A charge card is very different than a credit card. A charge card is a card which is issued with the requirement that the user pay off the balances in full within one month. A charge card is not a line of credit, it’s just a simple way to push off paying for a purchase until the next month rolls around. Many businesses use charge cards for the sole purpose of simplifying their purchases into one monthly bill.
Charge cards also impact your FICO score in ways that a credit card does not. Whereas a credit card is an offer to use a line of credit, the charge card does not have a line of credit. Thus, there is no credit line reported to the credit bureaus by your charge card. So, on balance, a charge card will have zero impact on one of the largest and most important parts of your score: the utilization ratio. A utilization ratio is your current balance divided by your credit line.
The payment history is just the same for a charge card as it is a credit card. When you make routine payments on time and in full, that history is reported to the bureaus and will positively affect your credit score. Late payments will adversely affect your score.

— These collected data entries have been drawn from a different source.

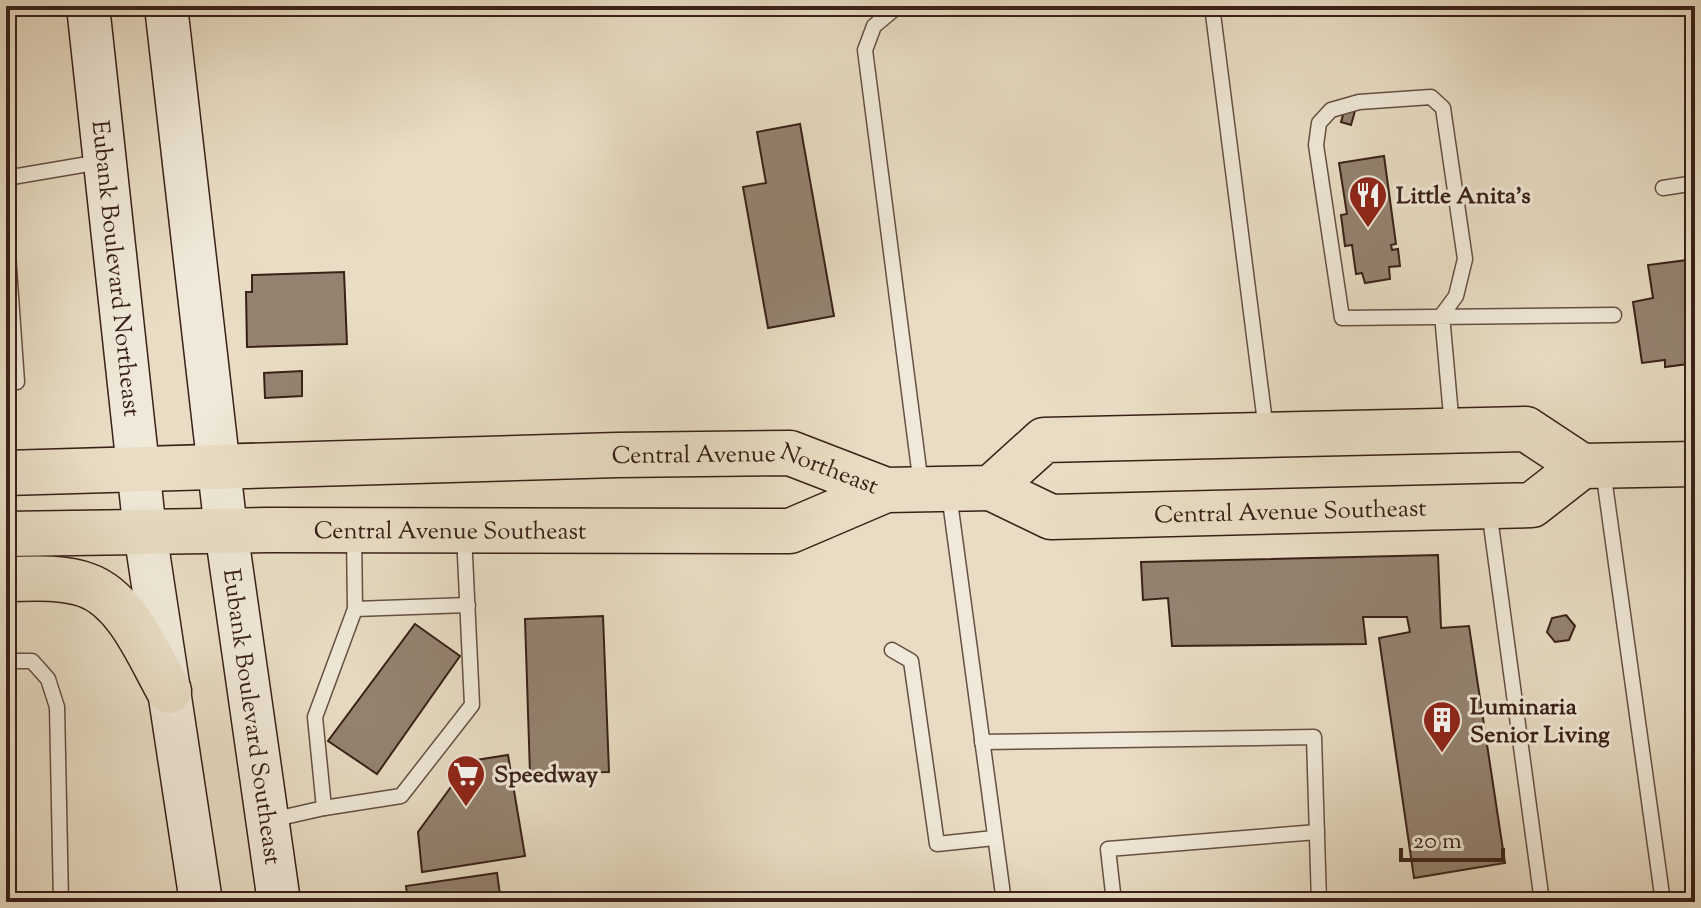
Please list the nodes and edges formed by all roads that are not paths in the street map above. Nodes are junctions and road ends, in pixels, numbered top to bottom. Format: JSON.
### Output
{"nodes":[{"id":1,"x":88,"y":6,"type":"edge"},
{"id":2,"x":166,"y":6,"type":"edge"},
{"id":3,"x":898,"y":6,"type":"edge"},
{"id":4,"x":1212,"y":6,"type":"edge"},
{"id":5,"x":104,"y":161,"type":"junction"},
{"id":6,"x":6,"y":178,"type":"edge"},
{"id":7,"x":1695,"y":183,"type":"edge"},
{"id":8,"x":1663,"y":188,"type":"dead end"},
{"id":9,"x":6,"y":225,"type":"edge"},
{"id":10,"x":1442,"y":315,"type":"junction"},
{"id":11,"x":1614,"y":315,"type":"dead end"},
{"id":12,"x":6,"y":383,"type":"edge"},
{"id":13,"x":1452,"y":430,"type":"junction"},
{"id":14,"x":1266,"y":435,"type":"junction"},
{"id":15,"x":1695,"y":464,"type":"edge"},
{"id":16,"x":1592,"y":466,"type":"junction"},
{"id":17,"x":219,"y":467,"type":"junction"},
{"id":18,"x":138,"y":471,"type":"junction"},
{"id":19,"x":6,"y":473,"type":"edge"},
{"id":20,"x":991,"y":488,"type":"junction"},
{"id":21,"x":919,"y":489,"type":"junction"},
{"id":22,"x":1489,"y":506,"type":"junction"},
{"id":23,"x":226,"y":530,"type":"junction"},
{"id":24,"x":354,"y":530,"type":"junction"},
{"id":25,"x":464,"y":530,"type":"junction"},
{"id":26,"x":145,"y":532,"type":"junction"},
{"id":27,"x":6,"y":534,"type":"edge"},
{"id":28,"x":6,"y":579,"type":"edge"},
{"id":29,"x":468,"y":605,"type":"junction"},
{"id":30,"x":355,"y":609,"type":"junction"},
{"id":31,"x":892,"y":650,"type":"dead end"},
{"id":32,"x":6,"y":661,"type":"edge"},
{"id":33,"x":169,"y":691,"type":"junction"},
{"id":34,"x":982,"y":742,"type":"junction"},
{"id":35,"x":324,"y":808,"type":"junction"},
{"id":36,"x":266,"y":821,"type":"junction"},
{"id":37,"x":1317,"y":832,"type":"junction"},
{"id":38,"x":994,"y":838,"type":"junction"},
{"id":39,"x":61,"y":902,"type":"edge"},
{"id":40,"x":201,"y":902,"type":"edge"},
{"id":41,"x":279,"y":902,"type":"edge"},
{"id":42,"x":1004,"y":902,"type":"edge"},
{"id":43,"x":1114,"y":902,"type":"edge"},
{"id":44,"x":1319,"y":902,"type":"edge"},
{"id":45,"x":1542,"y":902,"type":"edge"},
{"id":46,"x":1663,"y":902,"type":"edge"}],
"edges":[{"from":1,"to":5,"type":"main road","name":"Eubank Boulevard Northeast"},
{"from":2,"to":17,"type":"main road"},
{"from":3,"to":21,"type":"lane"},
{"from":4,"to":14,"type":"lane"},
{"from":5,"to":6,"type":"lane"},
{"from":5,"to":18,"type":"main road","name":"Eubank Boulevard Northeast"},
{"from":7,"to":8,"type":"lane"},
{"from":9,"to":12,"type":"lane"},
{"from":10,"to":10,"type":"lane"},
{"from":10,"to":11,"type":"lane"},
{"from":10,"to":13,"type":"lane"},
{"from":13,"to":14,"type":"main road"},
{"from":13,"to":16,"type":"main road"},
{"from":14,"to":20,"type":"main road"},
{"from":15,"to":16,"type":"main road"},
{"from":16,"to":22,"type":"main road","name":"Central Avenue Southeast"},
{"from":16,"to":46,"type":"lane"},
{"from":17,"to":18,"type":"main road","name":"Central Avenue Northeast"},
{"from":17,"to":21,"type":"main road","name":"Central Avenue Northeast"},
{"from":17,"to":23,"type":"main road"},
{"from":18,"to":19,"type":"main road","name":"Central Avenue Northeast"},
{"from":18,"to":26,"type":"main road","name":"Eubank Boulevard Northeast"},
{"from":20,"to":21,"type":"main road","name":"Central Avenue Northeast"},
{"from":20,"to":22,"type":"main road","name":"Central Avenue Southeast"},
{"from":21,"to":25,"type":"main road","name":"Central Avenue Southeast"},
{"from":21,"to":34,"type":"lane"},
{"from":22,"to":45,"type":"lane"},
{"from":23,"to":24,"type":"main road","name":"Central Avenue Southeast"},
{"from":23,"to":26,"type":"main road","name":"Central Avenue Southeast"},
{"from":23,"to":36,"type":"main road","name":"Eubank Boulevard Southeast"},
{"from":24,"to":25,"type":"main road","name":"Central Avenue Southeast"},
{"from":24,"to":30,"type":"lane"},
{"from":25,"to":29,"type":"lane"},
{"from":26,"to":27,"type":"main road","name":"Central Avenue Southeast"},
{"from":26,"to":33,"type":"main road"},
{"from":28,"to":33,"type":"main road"},
{"from":29,"to":30,"type":"lane"},
{"from":29,"to":35,"type":"lane"},
{"from":30,"to":35,"type":"lane"},
{"from":31,"to":38,"type":"lane"},
{"from":32,"to":39,"type":"lane"},
{"from":33,"to":40,"type":"main road"},
{"from":34,"to":37,"type":"lane"},
{"from":34,"to":38,"type":"lane"},
{"from":35,"to":36,"type":"lane"},
{"from":36,"to":41,"type":"main road","name":"Eubank Boulevard Southeast"},
{"from":37,"to":43,"type":"lane"},
{"from":37,"to":44,"type":"lane"},
{"from":38,"to":42,"type":"lane"}]}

The balance you have on a charge card will also be reported when the issuer reports your history each month. Keep in mind that this will not affect your utilization, although it may have an impact when your credit report is manually reviewed by mortgage lenders, insurance companies, or employers. A high balance is never good; although in such a case you can prove your ability to pay off the card with checking or savings account statements, for example.
The benefits of a credit card or charge card go beyond the credit score benefits, but if you want a card for the sole purpose of building credit, opt for a credit card over a charge card. Credit cards report utilization, a very key part of a good credit score.